* [TRY IT] Transcribe every record without leaving anything out or changing a word.

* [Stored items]

>>>>

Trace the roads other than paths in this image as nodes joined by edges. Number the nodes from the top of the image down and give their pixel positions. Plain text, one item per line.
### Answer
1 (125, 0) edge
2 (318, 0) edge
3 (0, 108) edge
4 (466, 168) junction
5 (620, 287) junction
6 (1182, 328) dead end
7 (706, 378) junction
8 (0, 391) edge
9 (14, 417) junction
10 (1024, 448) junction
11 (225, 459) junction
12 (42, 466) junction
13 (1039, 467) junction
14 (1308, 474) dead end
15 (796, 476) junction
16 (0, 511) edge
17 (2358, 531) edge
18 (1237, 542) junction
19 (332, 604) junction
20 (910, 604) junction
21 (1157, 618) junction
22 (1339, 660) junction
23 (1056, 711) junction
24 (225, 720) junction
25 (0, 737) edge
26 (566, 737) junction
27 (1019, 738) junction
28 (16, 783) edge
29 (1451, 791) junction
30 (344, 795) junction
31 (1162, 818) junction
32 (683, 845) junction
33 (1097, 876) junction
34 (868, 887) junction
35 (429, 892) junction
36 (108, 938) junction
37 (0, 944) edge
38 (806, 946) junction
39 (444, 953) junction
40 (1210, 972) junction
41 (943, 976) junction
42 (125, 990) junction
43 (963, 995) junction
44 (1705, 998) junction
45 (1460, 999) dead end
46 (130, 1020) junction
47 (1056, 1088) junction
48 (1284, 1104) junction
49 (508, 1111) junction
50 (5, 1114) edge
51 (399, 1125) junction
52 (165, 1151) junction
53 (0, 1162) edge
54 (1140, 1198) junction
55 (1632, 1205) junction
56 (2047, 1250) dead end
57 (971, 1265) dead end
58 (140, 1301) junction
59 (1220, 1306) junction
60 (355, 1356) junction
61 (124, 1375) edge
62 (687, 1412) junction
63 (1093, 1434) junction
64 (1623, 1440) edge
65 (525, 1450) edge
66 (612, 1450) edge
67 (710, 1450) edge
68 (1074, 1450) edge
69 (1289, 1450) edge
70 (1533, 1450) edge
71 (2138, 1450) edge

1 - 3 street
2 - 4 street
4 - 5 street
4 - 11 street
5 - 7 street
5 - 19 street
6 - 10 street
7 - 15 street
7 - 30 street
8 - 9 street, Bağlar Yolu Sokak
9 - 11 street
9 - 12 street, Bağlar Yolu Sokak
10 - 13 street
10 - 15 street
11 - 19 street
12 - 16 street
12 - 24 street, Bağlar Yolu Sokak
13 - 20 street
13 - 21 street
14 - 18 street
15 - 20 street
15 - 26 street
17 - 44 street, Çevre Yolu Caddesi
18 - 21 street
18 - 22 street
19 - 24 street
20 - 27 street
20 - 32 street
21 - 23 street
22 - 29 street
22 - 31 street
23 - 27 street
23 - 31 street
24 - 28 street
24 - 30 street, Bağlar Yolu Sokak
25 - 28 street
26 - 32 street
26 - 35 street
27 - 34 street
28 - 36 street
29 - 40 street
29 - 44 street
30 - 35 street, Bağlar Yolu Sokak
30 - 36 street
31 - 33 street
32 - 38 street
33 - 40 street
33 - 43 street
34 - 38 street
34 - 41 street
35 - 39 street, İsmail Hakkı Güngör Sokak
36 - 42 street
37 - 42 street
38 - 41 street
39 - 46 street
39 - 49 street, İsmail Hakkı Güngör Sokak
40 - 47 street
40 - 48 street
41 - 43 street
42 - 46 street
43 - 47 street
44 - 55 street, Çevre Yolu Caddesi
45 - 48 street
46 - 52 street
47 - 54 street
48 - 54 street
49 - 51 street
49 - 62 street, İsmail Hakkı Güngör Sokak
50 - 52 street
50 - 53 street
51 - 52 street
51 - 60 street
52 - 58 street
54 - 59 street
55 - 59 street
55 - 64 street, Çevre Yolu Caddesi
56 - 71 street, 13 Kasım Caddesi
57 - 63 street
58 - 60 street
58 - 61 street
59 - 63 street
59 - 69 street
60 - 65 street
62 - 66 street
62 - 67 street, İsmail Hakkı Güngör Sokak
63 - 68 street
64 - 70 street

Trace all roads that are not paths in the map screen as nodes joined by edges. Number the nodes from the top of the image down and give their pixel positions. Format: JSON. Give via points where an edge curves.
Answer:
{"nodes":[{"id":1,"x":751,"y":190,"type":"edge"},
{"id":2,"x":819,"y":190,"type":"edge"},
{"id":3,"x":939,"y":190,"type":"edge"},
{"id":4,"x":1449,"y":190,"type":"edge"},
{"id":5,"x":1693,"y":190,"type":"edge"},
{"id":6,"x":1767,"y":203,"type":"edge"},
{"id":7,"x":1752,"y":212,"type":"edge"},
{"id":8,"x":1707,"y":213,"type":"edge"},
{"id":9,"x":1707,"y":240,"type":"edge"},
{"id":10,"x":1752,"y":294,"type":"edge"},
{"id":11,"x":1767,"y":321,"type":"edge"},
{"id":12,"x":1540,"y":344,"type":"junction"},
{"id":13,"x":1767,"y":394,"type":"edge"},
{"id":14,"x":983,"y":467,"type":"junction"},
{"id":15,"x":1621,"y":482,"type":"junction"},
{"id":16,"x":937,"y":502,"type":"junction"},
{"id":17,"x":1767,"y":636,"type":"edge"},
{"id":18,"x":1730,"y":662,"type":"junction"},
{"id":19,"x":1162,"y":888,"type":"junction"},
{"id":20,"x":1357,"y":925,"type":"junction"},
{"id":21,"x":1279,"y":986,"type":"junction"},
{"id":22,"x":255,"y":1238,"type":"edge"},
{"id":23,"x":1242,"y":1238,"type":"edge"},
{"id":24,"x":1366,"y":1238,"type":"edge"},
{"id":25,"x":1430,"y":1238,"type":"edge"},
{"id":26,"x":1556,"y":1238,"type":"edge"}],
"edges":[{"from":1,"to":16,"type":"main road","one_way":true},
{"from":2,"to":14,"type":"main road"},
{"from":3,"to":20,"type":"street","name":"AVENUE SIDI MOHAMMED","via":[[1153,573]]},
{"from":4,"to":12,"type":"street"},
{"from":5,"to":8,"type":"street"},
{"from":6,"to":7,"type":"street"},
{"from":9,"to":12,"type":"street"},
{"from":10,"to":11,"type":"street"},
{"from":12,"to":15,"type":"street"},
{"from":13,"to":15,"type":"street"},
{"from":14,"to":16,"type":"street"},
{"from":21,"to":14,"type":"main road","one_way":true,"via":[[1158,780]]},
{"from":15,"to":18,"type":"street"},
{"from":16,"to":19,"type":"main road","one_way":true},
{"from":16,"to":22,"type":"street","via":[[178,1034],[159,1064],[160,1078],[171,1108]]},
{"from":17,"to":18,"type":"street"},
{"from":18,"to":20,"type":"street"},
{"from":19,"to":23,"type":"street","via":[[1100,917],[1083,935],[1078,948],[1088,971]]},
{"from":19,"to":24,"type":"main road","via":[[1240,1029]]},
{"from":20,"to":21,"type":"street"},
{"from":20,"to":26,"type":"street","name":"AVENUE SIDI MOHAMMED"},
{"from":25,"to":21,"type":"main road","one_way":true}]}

<<<<

* [OUTPUT]
Trace the roads other than paths in this image as nodes joined by edges. Number the nodes from the top of the image down and give their pixel positions. Plain text, one item per line.
### Answer
1 (125, 0) edge
2 (318, 0) edge
3 (0, 108) edge
4 (466, 168) junction
5 (620, 287) junction
6 (1182, 328) dead end
7 (706, 378) junction
8 (0, 391) edge
9 (14, 417) junction
10 (1024, 448) junction
11 (225, 459) junction
12 (42, 466) junction
13 (1039, 467) junction
14 (1308, 474) dead end
15 (796, 476) junction
16 (0, 511) edge
17 (2358, 531) edge
18 (1237, 542) junction
19 (332, 604) junction
20 (910, 604) junction
21 (1157, 618) junction
22 (1339, 660) junction
23 (1056, 711) junction
24 (225, 720) junction
25 (0, 737) edge
26 (566, 737) junction
27 (1019, 738) junction
28 (16, 783) edge
29 (1451, 791) junction
30 (344, 795) junction
31 (1162, 818) junction
32 (683, 845) junction
33 (1097, 876) junction
34 (868, 887) junction
35 (429, 892) junction
36 (108, 938) junction
37 (0, 944) edge
38 (806, 946) junction
39 (444, 953) junction
40 (1210, 972) junction
41 (943, 976) junction
42 (125, 990) junction
43 (963, 995) junction
44 (1705, 998) junction
45 (1460, 999) dead end
46 (130, 1020) junction
47 (1056, 1088) junction
48 (1284, 1104) junction
49 (508, 1111) junction
50 (5, 1114) edge
51 (399, 1125) junction
52 (165, 1151) junction
53 (0, 1162) edge
54 (1140, 1198) junction
55 (1632, 1205) junction
56 (2047, 1250) dead end
57 (971, 1265) dead end
58 (140, 1301) junction
59 (1220, 1306) junction
60 (355, 1356) junction
61 (124, 1375) edge
62 (687, 1412) junction
63 (1093, 1434) junction
64 (1623, 1440) edge
65 (525, 1450) edge
66 (612, 1450) edge
67 (710, 1450) edge
68 (1074, 1450) edge
69 (1289, 1450) edge
70 (1533, 1450) edge
71 (2138, 1450) edge

1 - 3 street
2 - 4 street
4 - 5 street
4 - 11 street
5 - 7 street
5 - 19 street
6 - 10 street
7 - 15 street
7 - 30 street
8 - 9 street, Bağlar Yolu Sokak
9 - 11 street
9 - 12 street, Bağlar Yolu Sokak
10 - 13 street
10 - 15 street
11 - 19 street
12 - 16 street
12 - 24 street, Bağlar Yolu Sokak
13 - 20 street
13 - 21 street
14 - 18 street
15 - 20 street
15 - 26 street
17 - 44 street, Çevre Yolu Caddesi
18 - 21 street
18 - 22 street
19 - 24 street
20 - 27 street
20 - 32 street
21 - 23 street
22 - 29 street
22 - 31 street
23 - 27 street
23 - 31 street
24 - 28 street
24 - 30 street, Bağlar Yolu Sokak
25 - 28 street
26 - 32 street
26 - 35 street
27 - 34 street
28 - 36 street
29 - 40 street
29 - 44 street
30 - 35 street, Bağlar Yolu Sokak
30 - 36 street
31 - 33 street
32 - 38 street
33 - 40 street
33 - 43 street
34 - 38 street
34 - 41 street
35 - 39 street, İsmail Hakkı Güngör Sokak
36 - 42 street
37 - 42 street
38 - 41 street
39 - 46 street
39 - 49 street, İsmail Hakkı Güngör Sokak
40 - 47 street
40 - 48 street
41 - 43 street
42 - 46 street
43 - 47 street
44 - 55 street, Çevre Yolu Caddesi
45 - 48 street
46 - 52 street
47 - 54 street
48 - 54 street
49 - 51 street
49 - 62 street, İsmail Hakkı Güngör Sokak
50 - 52 street
50 - 53 street
51 - 52 street
51 - 60 street
52 - 58 street
54 - 59 street
55 - 59 street
55 - 64 street, Çevre Yolu Caddesi
56 - 71 street, 13 Kasım Caddesi
57 - 63 street
58 - 60 street
58 - 61 street
59 - 63 street
59 - 69 street
60 - 65 street
62 - 66 street
62 - 67 street, İsmail Hakkı Güngör Sokak
63 - 68 street
64 - 70 street

Trace all roads that are not paths in the map screen as nodes joined by edges. Number the nodes from the top of the image down and give their pixel positions. Format: JSON. Give via points where an edge curves.
Answer:
{"nodes":[{"id":1,"x":751,"y":190,"type":"edge"},
{"id":2,"x":819,"y":190,"type":"edge"},
{"id":3,"x":939,"y":190,"type":"edge"},
{"id":4,"x":1449,"y":190,"type":"edge"},
{"id":5,"x":1693,"y":190,"type":"edge"},
{"id":6,"x":1767,"y":203,"type":"edge"},
{"id":7,"x":1752,"y":212,"type":"edge"},
{"id":8,"x":1707,"y":213,"type":"edge"},
{"id":9,"x":1707,"y":240,"type":"edge"},
{"id":10,"x":1752,"y":294,"type":"edge"},
{"id":11,"x":1767,"y":321,"type":"edge"},
{"id":12,"x":1540,"y":344,"type":"junction"},
{"id":13,"x":1767,"y":394,"type":"edge"},
{"id":14,"x":983,"y":467,"type":"junction"},
{"id":15,"x":1621,"y":482,"type":"junction"},
{"id":16,"x":937,"y":502,"type":"junction"},
{"id":17,"x":1767,"y":636,"type":"edge"},
{"id":18,"x":1730,"y":662,"type":"junction"},
{"id":19,"x":1162,"y":888,"type":"junction"},
{"id":20,"x":1357,"y":925,"type":"junction"},
{"id":21,"x":1279,"y":986,"type":"junction"},
{"id":22,"x":255,"y":1238,"type":"edge"},
{"id":23,"x":1242,"y":1238,"type":"edge"},
{"id":24,"x":1366,"y":1238,"type":"edge"},
{"id":25,"x":1430,"y":1238,"type":"edge"},
{"id":26,"x":1556,"y":1238,"type":"edge"}],
"edges":[{"from":1,"to":16,"type":"main road","one_way":true},
{"from":2,"to":14,"type":"main road"},
{"from":3,"to":20,"type":"street","name":"AVENUE SIDI MOHAMMED","via":[[1153,573]]},
{"from":4,"to":12,"type":"street"},
{"from":5,"to":8,"type":"street"},
{"from":6,"to":7,"type":"street"},
{"from":9,"to":12,"type":"street"},
{"from":10,"to":11,"type":"street"},
{"from":12,"to":15,"type":"street"},
{"from":13,"to":15,"type":"street"},
{"from":14,"to":16,"type":"street"},
{"from":21,"to":14,"type":"main road","one_way":true,"via":[[1158,780]]},
{"from":15,"to":18,"type":"street"},
{"from":16,"to":19,"type":"main road","one_way":true},
{"from":16,"to":22,"type":"street","via":[[178,1034],[159,1064],[160,1078],[171,1108]]},
{"from":17,"to":18,"type":"street"},
{"from":18,"to":20,"type":"street"},
{"from":19,"to":23,"type":"street","via":[[1100,917],[1083,935],[1078,948],[1088,971]]},
{"from":19,"to":24,"type":"main road","via":[[1240,1029]]},
{"from":20,"to":21,"type":"street"},
{"from":20,"to":26,"type":"street","name":"AVENUE SIDI MOHAMMED"},
{"from":25,"to":21,"type":"main road","one_way":true}]}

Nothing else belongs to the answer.